Let \(\pi \in \operatorname{Irr}(\mathrm{SO}(V))\) and \(\sigma \in \operatorname{Irr}(\mathrm{Mp}(W))\) correspond under \(\Theta_{\psi}\). Then the following hold:
\(\pi\) is a discrete series if and only if \(\sigma\) is a discrete series.
\(\pi\) is tempered if and only if \(\sigma\) is tempered.
If \(\pi\) and \(\sigma\) are discrete series, then the formal degrees of \(\pi\) and \(\sigma\), with respect to the appropriate Haar measures, coincide.
If \(\pi\) is a generic representation of \(\mathrm{SO}(V^{+})\) then \(\sigma\) is a \(\psi\)-generic representation of \(\mathrm{Mp}(W)\); if \(\sigma\) is \(\psi\)-generic and tempered, then \(\pi\) is generic.
If \(\rho\) is an irreducible representation of \(\mathrm{GL}(k,F)\) and \(\chi\) a \(1\)-dimensional character of \(\mathrm{GL}(1,F)\), then we have the following equalities of Plancherel measures, \(L\)-factors and \(\varepsilon\)-factors: \(\mu (s, \pi \times \rho, \psi) = \mu (s, \sigma \times \rho, \psi)\), \(L(s, \pi \times \chi) = L_{\psi}(s, \sigma \times \chi)\) and \(\varepsilon(s, \pi \times \chi, \psi)= \varepsilon(s, \sigma \times \chi, \psi)\). Additionally, if \(\pi\) is generic we have \(L(s, \pi \times \rho) = L_{\psi}(s, \sigma \times \rho)\) and \(\varepsilon(s, \pi \times \rho, \psi)= \varepsilon(s, \sigma \times \rho, \psi)\).

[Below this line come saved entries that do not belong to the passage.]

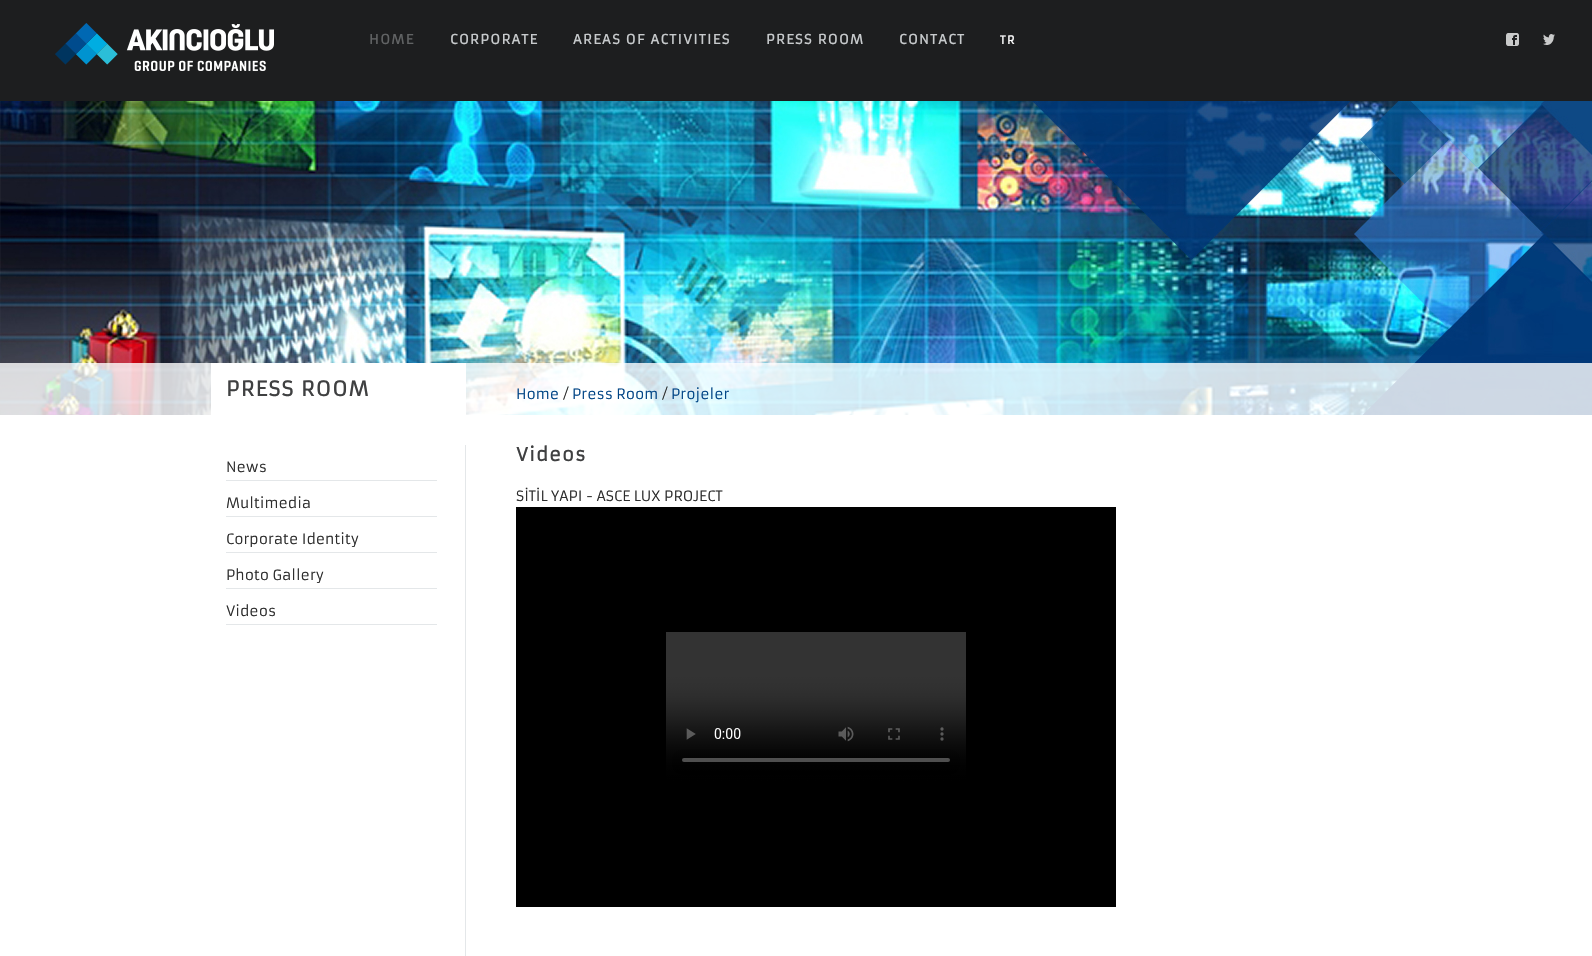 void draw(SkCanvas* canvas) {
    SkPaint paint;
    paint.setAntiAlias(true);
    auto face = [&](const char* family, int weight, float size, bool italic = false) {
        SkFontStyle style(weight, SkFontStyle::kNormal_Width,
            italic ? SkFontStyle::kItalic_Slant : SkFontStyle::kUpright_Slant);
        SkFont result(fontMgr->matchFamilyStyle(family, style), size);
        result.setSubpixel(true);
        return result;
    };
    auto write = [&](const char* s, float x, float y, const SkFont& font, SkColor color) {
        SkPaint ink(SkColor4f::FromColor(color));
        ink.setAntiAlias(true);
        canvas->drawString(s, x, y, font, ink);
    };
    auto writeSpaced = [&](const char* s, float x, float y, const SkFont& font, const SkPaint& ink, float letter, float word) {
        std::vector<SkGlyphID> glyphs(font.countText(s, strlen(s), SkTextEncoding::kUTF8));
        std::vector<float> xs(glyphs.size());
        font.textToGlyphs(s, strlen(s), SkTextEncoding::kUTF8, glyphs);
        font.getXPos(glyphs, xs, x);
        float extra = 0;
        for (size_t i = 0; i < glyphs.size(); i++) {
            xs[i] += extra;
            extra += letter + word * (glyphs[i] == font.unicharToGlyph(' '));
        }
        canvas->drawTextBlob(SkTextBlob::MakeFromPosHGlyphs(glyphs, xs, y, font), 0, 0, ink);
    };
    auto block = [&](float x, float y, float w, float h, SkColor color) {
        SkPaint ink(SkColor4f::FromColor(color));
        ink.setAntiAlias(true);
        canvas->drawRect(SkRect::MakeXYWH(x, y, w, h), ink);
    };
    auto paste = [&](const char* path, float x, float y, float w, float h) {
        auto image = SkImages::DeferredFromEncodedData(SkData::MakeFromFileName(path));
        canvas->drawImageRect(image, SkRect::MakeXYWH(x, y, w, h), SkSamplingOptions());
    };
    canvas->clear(SK_ColorWHITE);
    block(0, 0, 1592, 101, SkColorSetRGB(29, 30, 31));
    paste("pic1.png", 55, 23, 219, 48);
    auto kFont1 = face("Armata", 700, 13);
    paint.setColor(SkColorSetRGB(97, 99, 100));
    writeSpaced("HOME", 369, 44, kFont1, paint, 1.4f, 0);
    paint.setColor(SkColorSetRGB(199, 202, 204));
    writeSpaced("CORPORATE", 450, 44, kFont1, paint, 1.4f, 0);
    writeSpaced("AREAS OF ACTIVITIES", 573, 44, kFont1, paint, 1.4f, 0);
    writeSpaced("PRESS ROOM", 766, 44, kFont1, paint, 1.4f, 0);
    writeSpaced("CONTACT", 899, 44, kFont1, paint, 1.4f, 0);
    auto kFont2 = face("Armata", 700, 11);
    paint.setColor(SK_ColorWHITE);
    writeSpaced("TR", 1000, 44, kFont2, paint, 1.4f, 0);
    paste("pic2.png", 1506, 33, 13, 13);
    paste("pic3.png", 1543, 34, 12, 11);
    paste("pic4.png", 0, 101, 1592, 314);
    block(0, 363, 1592, 52, SkColorSetARGB(204, 255, 255, 255));
    block(211, 363, 255, 52, SK_ColorWHITE);
    auto kFont3 = face("Armata", 700, 20);
    paint.setColor(SkColorSetRGB(63, 64, 65));
    writeSpaced("PRESS ROOM", 226, 396, kFont3, paint, 1.4f, 0);
    auto kFont4 = face("Armata", 400, 14);
    write("Home", 516, 399, kFont4, SkColorSetRGB(0, 68, 133));
    write("/", 563, 399, kFont4, SkColorSetRGB(45, 45, 45));
    write("Press Room", 572, 399, kFont4, SkColorSetRGB(0, 68, 133));
    write("/", 662, 399, kFont4, SkColorSetRGB(45, 45, 45));
    write("Projeler", 671, 399, kFont4, SkColorSetRGB(0, 68, 133));
    block(465, 445, 1, 511, SkColorSetRGB(228, 231, 233));
    block(226, 480, 211, 1, SkColorSetRGB(228, 231, 233));
    write("News", 226, 472, kFont4, SkColorSetRGB(45, 45, 45));
    block(226, 516, 211, 1, SkColorSetRGB(228, 231, 233));
    write("Multimedia", 226, 508, kFont4, SkColorSetRGB(45, 45, 45));
    block(226, 552, 211, 1, SkColorSetRGB(228, 231, 233));
    write("Corporate Identity", 226, 544, kFont4, SkColorSetRGB(45, 45, 45));
    block(226, 588, 211, 1, SkColorSetRGB(228, 231, 233));
    write("Photo Gallery", 226, 580, kFont4, SkColorSetRGB(45, 45, 45));
    block(226, 624, 211, 1, SkColorSetRGB(228, 231, 233));
    write("Videos", 226, 616, kFont4, SkColorSetRGB(45, 45, 45));
    auto kFont5 = face("Armata", 700, 18);
    writeSpaced("Videos", 516, 461, kFont5, paint, 1, 0);
    write("SİTİL YAPI - ASCE LUX PROJECT", 516, 501, kFont4, SkColorSetRGB(45, 45, 45));
    paste("pic5.png", 516, 507, 600, 400);
}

There are two extensions of \(\pi\) to \(\mathrm{O}(V)\), and we denote them by \(\pi^{+}\) and \(\pi^{-}\). Then \(\pi^{\varepsilon}\) participates in the theta correspondence with \(\mathrm{Mp}(W)\), with respect to \(\psi\), if and only if \(\varepsilon = \varepsilon(V) \cdot \varepsilon(1/2, \pi)\), where \(\varepsilon(V) = 1\) if \(V\) is split and \(\varepsilon(V) = -1\) if \(V\) is non-split.